The Viewpoint - Tsunami or Simpsons?
Friday 3 December 2010
The Viewpoint - Tsunami or Simpsons?
by Mat Churchill
The major focus of news services around Australia in the past two weeks has been the tragic Pike River coal mine disaster in New Zealand where 29 men, including two Australians, died after a huge blast trapped the workers.
In Australia there was a massive outpouring of grief and support for our neighbours across the ditch, and rightfully so.
We can only imagine the awful wait the miners' families had to endure, the frustration of a delayed rescue attempt due to safety concerns of those who volunteered to enter the toxic mine, and then the inevitability of the loss after another explosion which many reports said was bigger than the first.
Something occurred to me while watching and reading these reports, and that was how little media attention is given to disasters of this kind, as well as natural disasters, that happen around the world on a seemingly weekly basis.
In China, for example, over 2,600 coal miners were killed just last year due to blasts, floods, and other accidents. Earlier this year an explosion in a coal mine in central China killed 47, 19 more than in New Zealand.
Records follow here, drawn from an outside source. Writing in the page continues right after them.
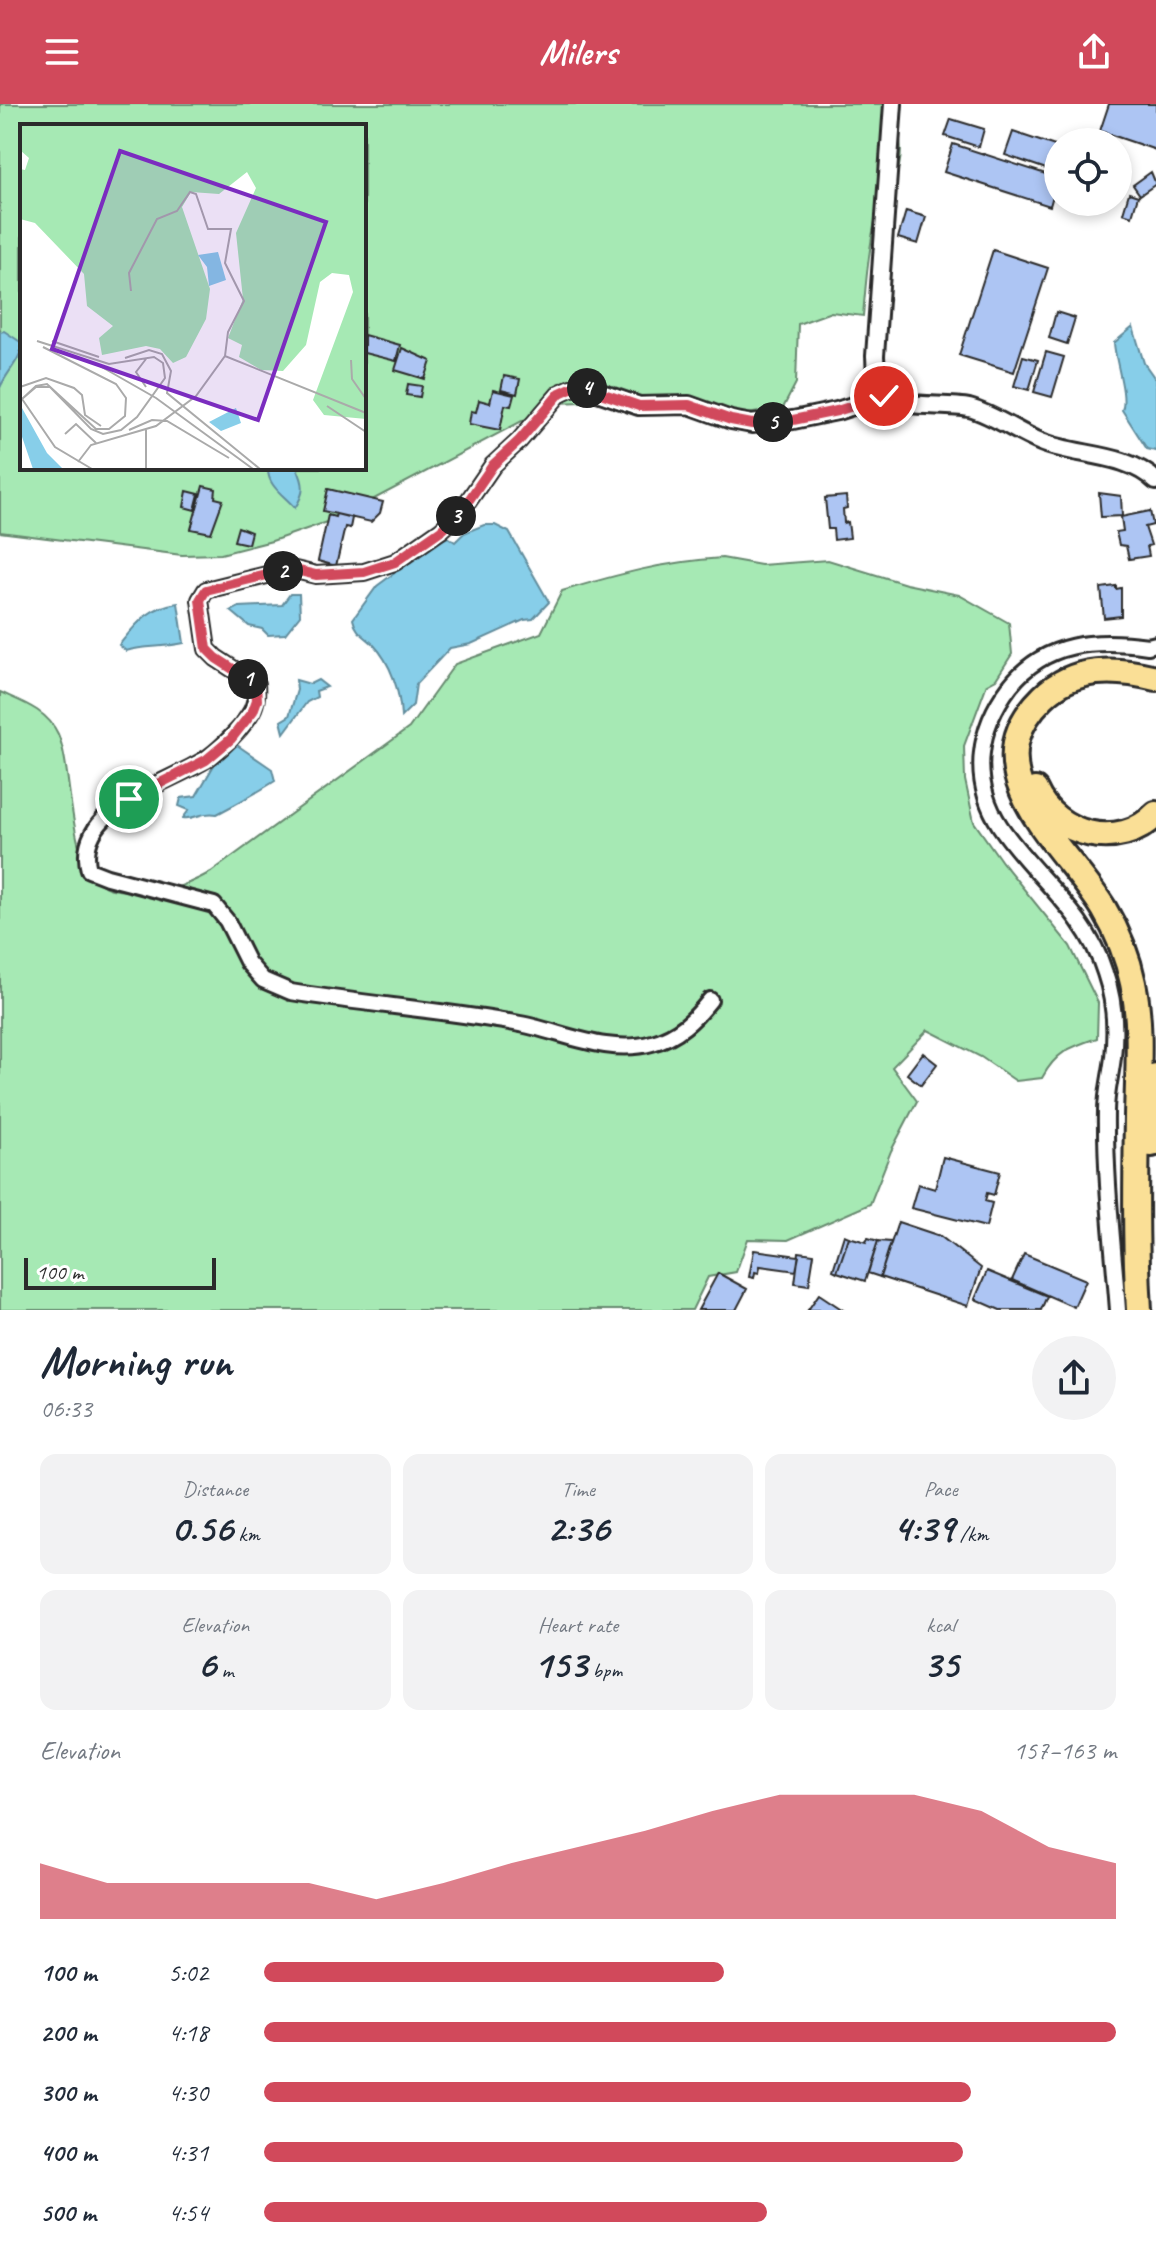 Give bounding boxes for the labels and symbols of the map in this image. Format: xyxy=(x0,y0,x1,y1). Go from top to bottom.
inset map xyxy=(20,124,366,470)
pin xyxy=(850,362,918,430)
pin: 4 xyxy=(567,368,607,408)
pin: 5 xyxy=(753,402,793,442)
pin: 3 xyxy=(436,496,476,536)
pin: 2 xyxy=(263,551,303,591)
pin: 1 xyxy=(228,659,268,699)
pin xyxy=(95,765,163,833)
scale bar xyxy=(24,1254,216,1290) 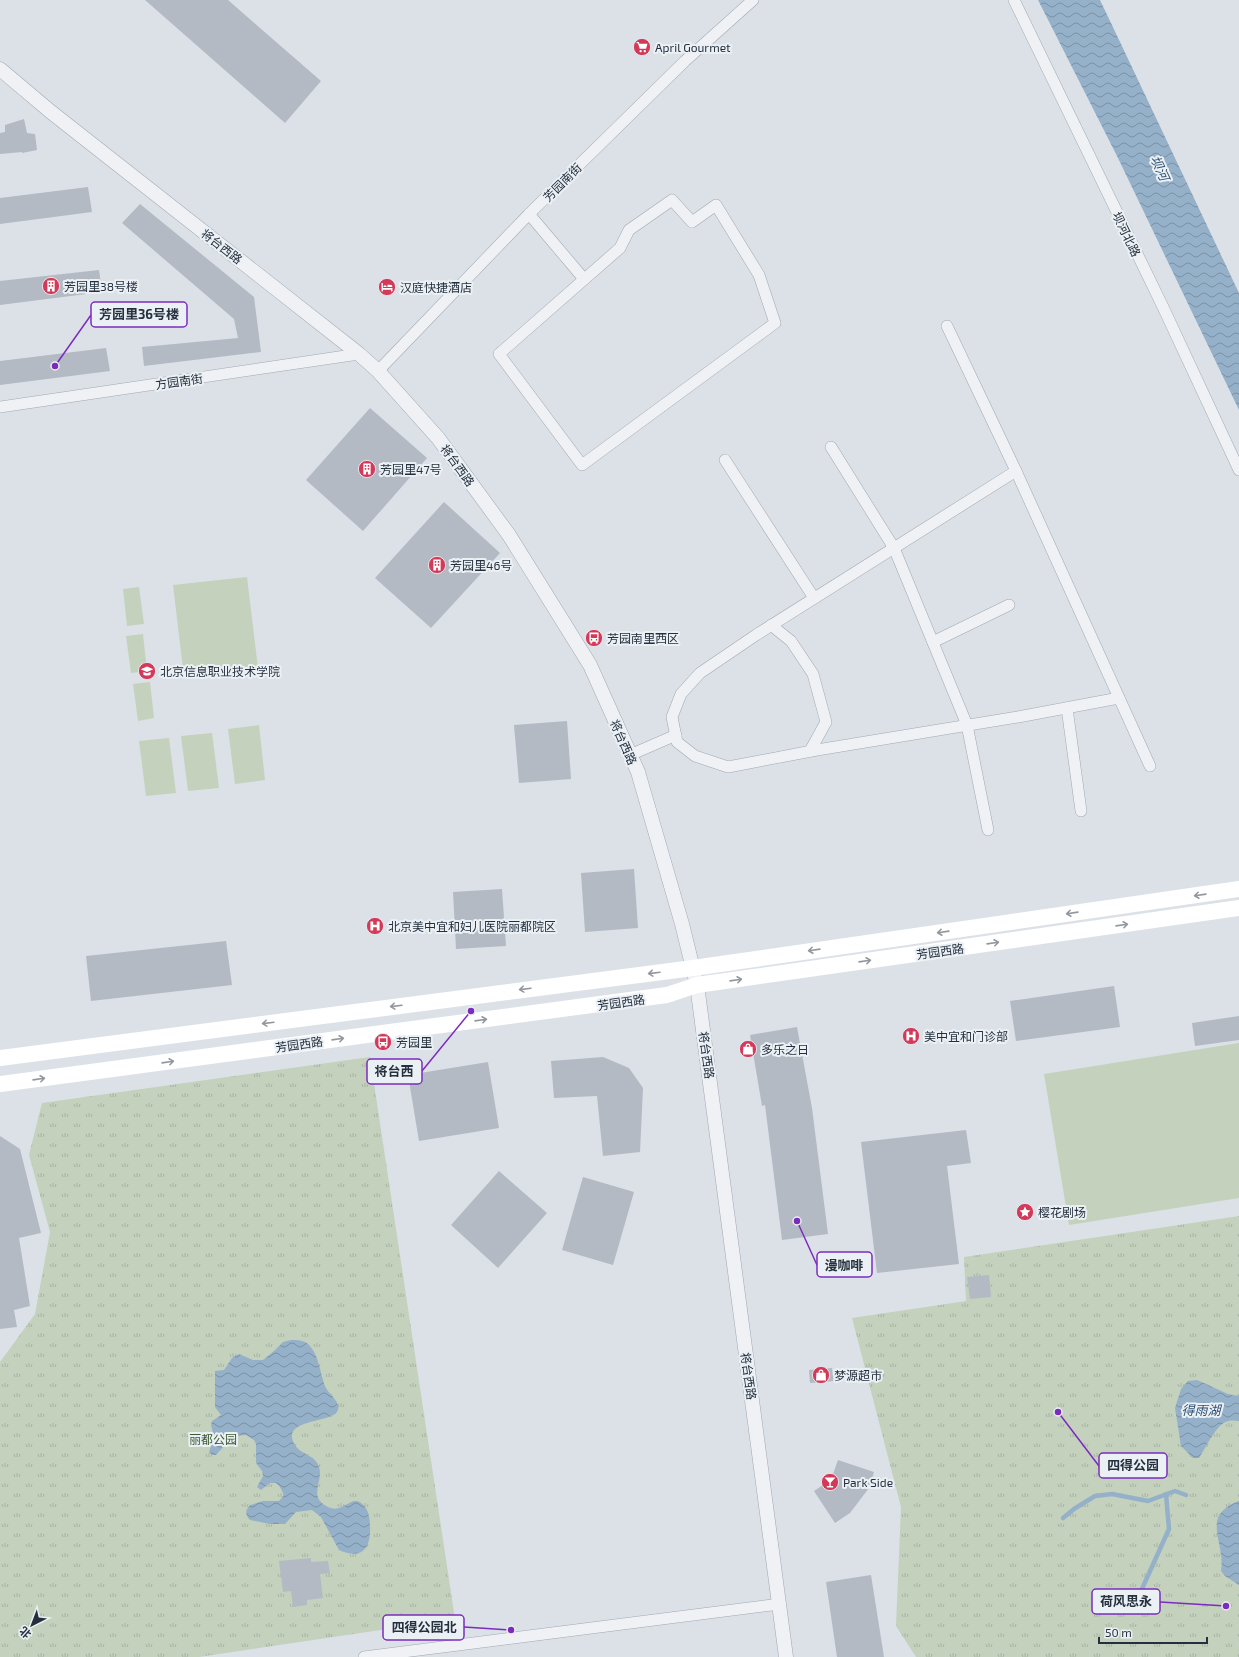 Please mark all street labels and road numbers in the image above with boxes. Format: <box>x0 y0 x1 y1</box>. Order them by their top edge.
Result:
street label: 芳园南街 <box>540 160 584 204</box>
street label: 坝河北路 <box>1110 209 1144 259</box>
street label: 将台西路 <box>199 226 245 266</box>
street label: 方园南街 <box>154 371 204 391</box>
street label: 将台西路 <box>438 441 478 489</box>
street label: 将台西路 <box>608 717 640 767</box>
street label: 芳园西路 <box>915 941 965 961</box>
street label: 芳园西路 <box>596 992 646 1012</box>
street label: 将台西路 <box>697 1030 717 1080</box>
street label: 芳园西路 <box>274 1034 324 1054</box>
street label: 将台西路 <box>739 1351 759 1401</box> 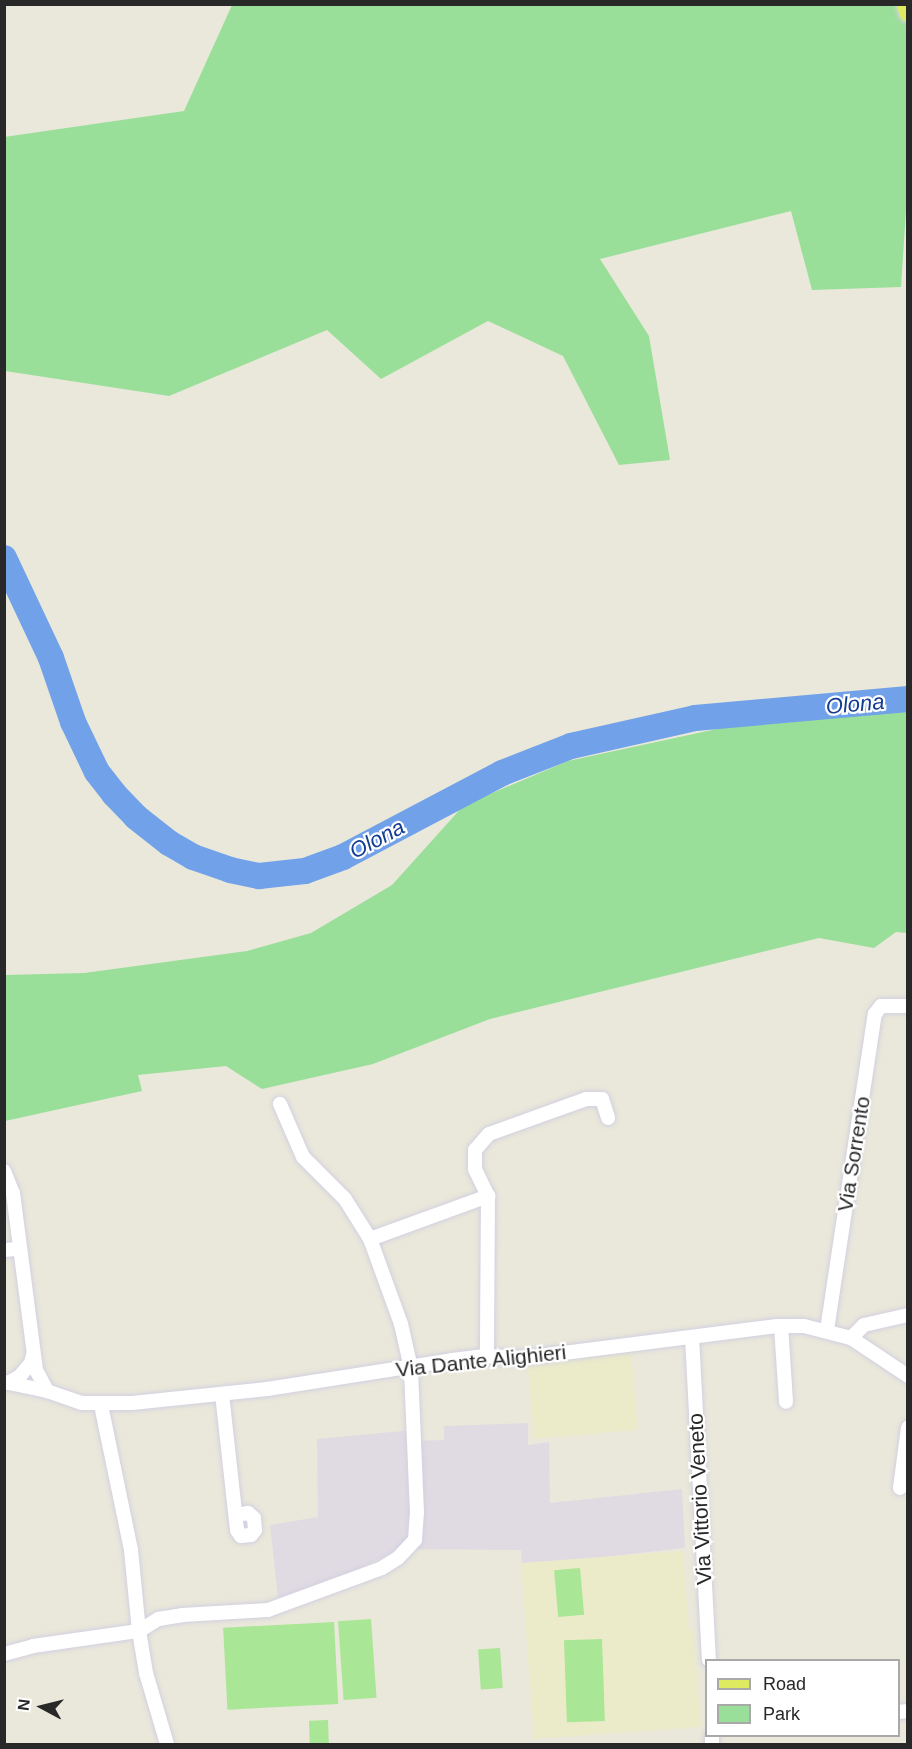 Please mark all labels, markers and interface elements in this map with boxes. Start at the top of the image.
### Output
water label: Olona [825,688,885,720]
water label: Olona [345,814,409,864]
street label: Via Sorrento [832,1095,876,1213]
street label: Via Dante Alighieri [394,1339,568,1383]
street label: Via Vittorio Veneto [683,1412,717,1586]
legend [705,1659,900,1737]
text: Road [763,1674,806,1694]
north arrow [12,1677,72,1737]
text: N [14,1698,33,1712]
text: Park [763,1704,800,1724]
An earthquake in Sumatra five weeks ago created a tsunami that hit the Mentawai Islands, killing at least 435 people, and displacing 20,000 more. Just last week landslides and floods killed 21 people Venezuela.
I didn't even know any of this had happened.
And it's not just acts of nature or horrible accidents that are being overlooked. Governments are responsible for killing innocent people in the ten's of thousands without as much as a headline being dedicated to it.The Iraq war has claimed at least 100,000 civilian lives. Regardless of the reasons for the war, is it acceptable we don't hear more about this?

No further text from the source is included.